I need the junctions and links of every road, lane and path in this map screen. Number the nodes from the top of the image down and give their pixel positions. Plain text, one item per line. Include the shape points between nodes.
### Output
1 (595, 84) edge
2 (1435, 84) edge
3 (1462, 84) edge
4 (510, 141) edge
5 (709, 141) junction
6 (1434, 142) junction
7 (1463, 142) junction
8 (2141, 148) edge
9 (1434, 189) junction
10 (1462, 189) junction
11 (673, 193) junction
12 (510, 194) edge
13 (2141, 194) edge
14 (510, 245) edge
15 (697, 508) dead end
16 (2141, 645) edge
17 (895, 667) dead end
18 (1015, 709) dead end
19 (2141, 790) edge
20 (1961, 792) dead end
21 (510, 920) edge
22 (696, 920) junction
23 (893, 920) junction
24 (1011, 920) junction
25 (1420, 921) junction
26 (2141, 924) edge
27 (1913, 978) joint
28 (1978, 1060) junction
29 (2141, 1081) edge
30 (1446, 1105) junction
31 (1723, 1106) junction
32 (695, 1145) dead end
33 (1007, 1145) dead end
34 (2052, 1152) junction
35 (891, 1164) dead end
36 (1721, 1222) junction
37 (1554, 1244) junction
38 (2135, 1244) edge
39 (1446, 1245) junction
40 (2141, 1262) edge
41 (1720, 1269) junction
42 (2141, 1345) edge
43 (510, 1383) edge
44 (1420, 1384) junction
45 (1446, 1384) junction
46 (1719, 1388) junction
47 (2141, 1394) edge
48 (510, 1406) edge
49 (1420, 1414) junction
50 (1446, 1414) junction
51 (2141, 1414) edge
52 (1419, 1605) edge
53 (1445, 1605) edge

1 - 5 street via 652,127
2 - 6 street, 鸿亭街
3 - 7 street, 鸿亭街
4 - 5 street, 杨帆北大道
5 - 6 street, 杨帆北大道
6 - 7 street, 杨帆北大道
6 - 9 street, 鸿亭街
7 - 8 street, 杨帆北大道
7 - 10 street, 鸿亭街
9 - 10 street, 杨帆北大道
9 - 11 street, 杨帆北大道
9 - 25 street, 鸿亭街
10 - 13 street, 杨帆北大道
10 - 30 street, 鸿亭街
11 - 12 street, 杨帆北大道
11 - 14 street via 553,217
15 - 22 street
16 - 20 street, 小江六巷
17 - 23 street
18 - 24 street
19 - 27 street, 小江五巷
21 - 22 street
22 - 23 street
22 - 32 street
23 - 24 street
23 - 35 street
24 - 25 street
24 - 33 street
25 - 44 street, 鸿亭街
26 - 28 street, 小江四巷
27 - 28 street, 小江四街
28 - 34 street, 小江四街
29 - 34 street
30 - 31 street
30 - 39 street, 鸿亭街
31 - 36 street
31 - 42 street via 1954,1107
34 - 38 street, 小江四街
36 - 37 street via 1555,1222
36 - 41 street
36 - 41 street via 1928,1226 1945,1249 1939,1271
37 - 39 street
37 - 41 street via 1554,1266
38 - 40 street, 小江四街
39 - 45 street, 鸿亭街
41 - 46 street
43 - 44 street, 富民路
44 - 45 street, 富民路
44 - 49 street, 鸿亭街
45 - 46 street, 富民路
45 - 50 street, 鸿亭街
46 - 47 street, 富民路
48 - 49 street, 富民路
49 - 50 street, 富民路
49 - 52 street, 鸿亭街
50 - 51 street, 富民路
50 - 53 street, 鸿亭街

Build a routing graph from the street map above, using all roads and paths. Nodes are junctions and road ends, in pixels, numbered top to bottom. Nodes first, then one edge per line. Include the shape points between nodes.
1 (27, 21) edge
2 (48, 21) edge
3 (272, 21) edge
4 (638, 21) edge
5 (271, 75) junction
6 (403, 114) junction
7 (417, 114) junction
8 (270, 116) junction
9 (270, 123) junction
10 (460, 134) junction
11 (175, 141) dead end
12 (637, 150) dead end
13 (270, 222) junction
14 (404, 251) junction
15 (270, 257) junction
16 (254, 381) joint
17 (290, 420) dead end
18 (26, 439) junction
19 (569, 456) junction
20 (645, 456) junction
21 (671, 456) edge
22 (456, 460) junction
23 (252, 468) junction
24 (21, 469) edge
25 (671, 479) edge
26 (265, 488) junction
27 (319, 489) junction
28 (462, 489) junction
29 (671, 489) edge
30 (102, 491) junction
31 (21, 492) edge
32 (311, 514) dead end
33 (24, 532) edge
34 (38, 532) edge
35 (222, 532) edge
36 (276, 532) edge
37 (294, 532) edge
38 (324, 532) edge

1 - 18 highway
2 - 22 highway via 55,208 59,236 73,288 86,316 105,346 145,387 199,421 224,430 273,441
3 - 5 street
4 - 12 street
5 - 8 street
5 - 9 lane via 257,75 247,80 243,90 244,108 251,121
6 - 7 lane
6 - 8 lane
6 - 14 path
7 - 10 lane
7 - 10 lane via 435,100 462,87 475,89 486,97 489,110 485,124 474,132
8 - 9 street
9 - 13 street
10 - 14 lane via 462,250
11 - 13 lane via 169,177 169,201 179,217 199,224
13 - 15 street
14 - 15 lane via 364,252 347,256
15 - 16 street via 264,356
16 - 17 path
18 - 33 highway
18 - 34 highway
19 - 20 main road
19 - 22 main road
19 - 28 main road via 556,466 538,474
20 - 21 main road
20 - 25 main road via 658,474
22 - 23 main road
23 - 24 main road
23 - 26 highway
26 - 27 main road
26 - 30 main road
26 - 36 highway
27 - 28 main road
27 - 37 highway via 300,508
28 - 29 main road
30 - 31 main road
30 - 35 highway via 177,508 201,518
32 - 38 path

* * *

EXERCISE DESCRIPTION>
All of the data above should be transcribed exactly.

SOLUTION TO THIS EXERCISE>
I need the junctions and links of every road, lane and path in this map screen. Number the nodes from the top of the image down and give their pixel positions. Plain text, one item per line. Include the shape points between nodes.
### Output
1 (595, 84) edge
2 (1435, 84) edge
3 (1462, 84) edge
4 (510, 141) edge
5 (709, 141) junction
6 (1434, 142) junction
7 (1463, 142) junction
8 (2141, 148) edge
9 (1434, 189) junction
10 (1462, 189) junction
11 (673, 193) junction
12 (510, 194) edge
13 (2141, 194) edge
14 (510, 245) edge
15 (697, 508) dead end
16 (2141, 645) edge
17 (895, 667) dead end
18 (1015, 709) dead end
19 (2141, 790) edge
20 (1961, 792) dead end
21 (510, 920) edge
22 (696, 920) junction
23 (893, 920) junction
24 (1011, 920) junction
25 (1420, 921) junction
26 (2141, 924) edge
27 (1913, 978) joint
28 (1978, 1060) junction
29 (2141, 1081) edge
30 (1446, 1105) junction
31 (1723, 1106) junction
32 (695, 1145) dead end
33 (1007, 1145) dead end
34 (2052, 1152) junction
35 (891, 1164) dead end
36 (1721, 1222) junction
37 (1554, 1244) junction
38 (2135, 1244) edge
39 (1446, 1245) junction
40 (2141, 1262) edge
41 (1720, 1269) junction
42 (2141, 1345) edge
43 (510, 1383) edge
44 (1420, 1384) junction
45 (1446, 1384) junction
46 (1719, 1388) junction
47 (2141, 1394) edge
48 (510, 1406) edge
49 (1420, 1414) junction
50 (1446, 1414) junction
51 (2141, 1414) edge
52 (1419, 1605) edge
53 (1445, 1605) edge

1 - 5 street via 652,127
2 - 6 street, 鸿亭街
3 - 7 street, 鸿亭街
4 - 5 street, 杨帆北大道
5 - 6 street, 杨帆北大道
6 - 7 street, 杨帆北大道
6 - 9 street, 鸿亭街
7 - 8 street, 杨帆北大道
7 - 10 street, 鸿亭街
9 - 10 street, 杨帆北大道
9 - 11 street, 杨帆北大道
9 - 25 street, 鸿亭街
10 - 13 street, 杨帆北大道
10 - 30 street, 鸿亭街
11 - 12 street, 杨帆北大道
11 - 14 street via 553,217
15 - 22 street
16 - 20 street, 小江六巷
17 - 23 street
18 - 24 street
19 - 27 street, 小江五巷
21 - 22 street
22 - 23 street
22 - 32 street
23 - 24 street
23 - 35 street
24 - 25 street
24 - 33 street
25 - 44 street, 鸿亭街
26 - 28 street, 小江四巷
27 - 28 street, 小江四街
28 - 34 street, 小江四街
29 - 34 street
30 - 31 street
30 - 39 street, 鸿亭街
31 - 36 street
31 - 42 street via 1954,1107
34 - 38 street, 小江四街
36 - 37 street via 1555,1222
36 - 41 street
36 - 41 street via 1928,1226 1945,1249 1939,1271
37 - 39 street
37 - 41 street via 1554,1266
38 - 40 street, 小江四街
39 - 45 street, 鸿亭街
41 - 46 street
43 - 44 street, 富民路
44 - 45 street, 富民路
44 - 49 street, 鸿亭街
45 - 46 street, 富民路
45 - 50 street, 鸿亭街
46 - 47 street, 富民路
48 - 49 street, 富民路
49 - 50 street, 富民路
49 - 52 street, 鸿亭街
50 - 51 street, 富民路
50 - 53 street, 鸿亭街

Build a routing graph from the street map above, using all roads and paths. Nodes are junctions and road ends, in pixels, numbered top to bottom. Nodes first, then one edge per line. Include the shape points between nodes.
1 (27, 21) edge
2 (48, 21) edge
3 (272, 21) edge
4 (638, 21) edge
5 (271, 75) junction
6 (403, 114) junction
7 (417, 114) junction
8 (270, 116) junction
9 (270, 123) junction
10 (460, 134) junction
11 (175, 141) dead end
12 (637, 150) dead end
13 (270, 222) junction
14 (404, 251) junction
15 (270, 257) junction
16 (254, 381) joint
17 (290, 420) dead end
18 (26, 439) junction
19 (569, 456) junction
20 (645, 456) junction
21 (671, 456) edge
22 (456, 460) junction
23 (252, 468) junction
24 (21, 469) edge
25 (671, 479) edge
26 (265, 488) junction
27 (319, 489) junction
28 (462, 489) junction
29 (671, 489) edge
30 (102, 491) junction
31 (21, 492) edge
32 (311, 514) dead end
33 (24, 532) edge
34 (38, 532) edge
35 (222, 532) edge
36 (276, 532) edge
37 (294, 532) edge
38 (324, 532) edge

1 - 18 highway
2 - 22 highway via 55,208 59,236 73,288 86,316 105,346 145,387 199,421 224,430 273,441
3 - 5 street
4 - 12 street
5 - 8 street
5 - 9 lane via 257,75 247,80 243,90 244,108 251,121
6 - 7 lane
6 - 8 lane
6 - 14 path
7 - 10 lane
7 - 10 lane via 435,100 462,87 475,89 486,97 489,110 485,124 474,132
8 - 9 street
9 - 13 street
10 - 14 lane via 462,250
11 - 13 lane via 169,177 169,201 179,217 199,224
13 - 15 street
14 - 15 lane via 364,252 347,256
15 - 16 street via 264,356
16 - 17 path
18 - 33 highway
18 - 34 highway
19 - 20 main road
19 - 22 main road
19 - 28 main road via 556,466 538,474
20 - 21 main road
20 - 25 main road via 658,474
22 - 23 main road
23 - 24 main road
23 - 26 highway
26 - 27 main road
26 - 30 main road
26 - 36 highway
27 - 28 main road
27 - 37 highway via 300,508
28 - 29 main road
30 - 31 main road
30 - 35 highway via 177,508 201,518
32 - 38 path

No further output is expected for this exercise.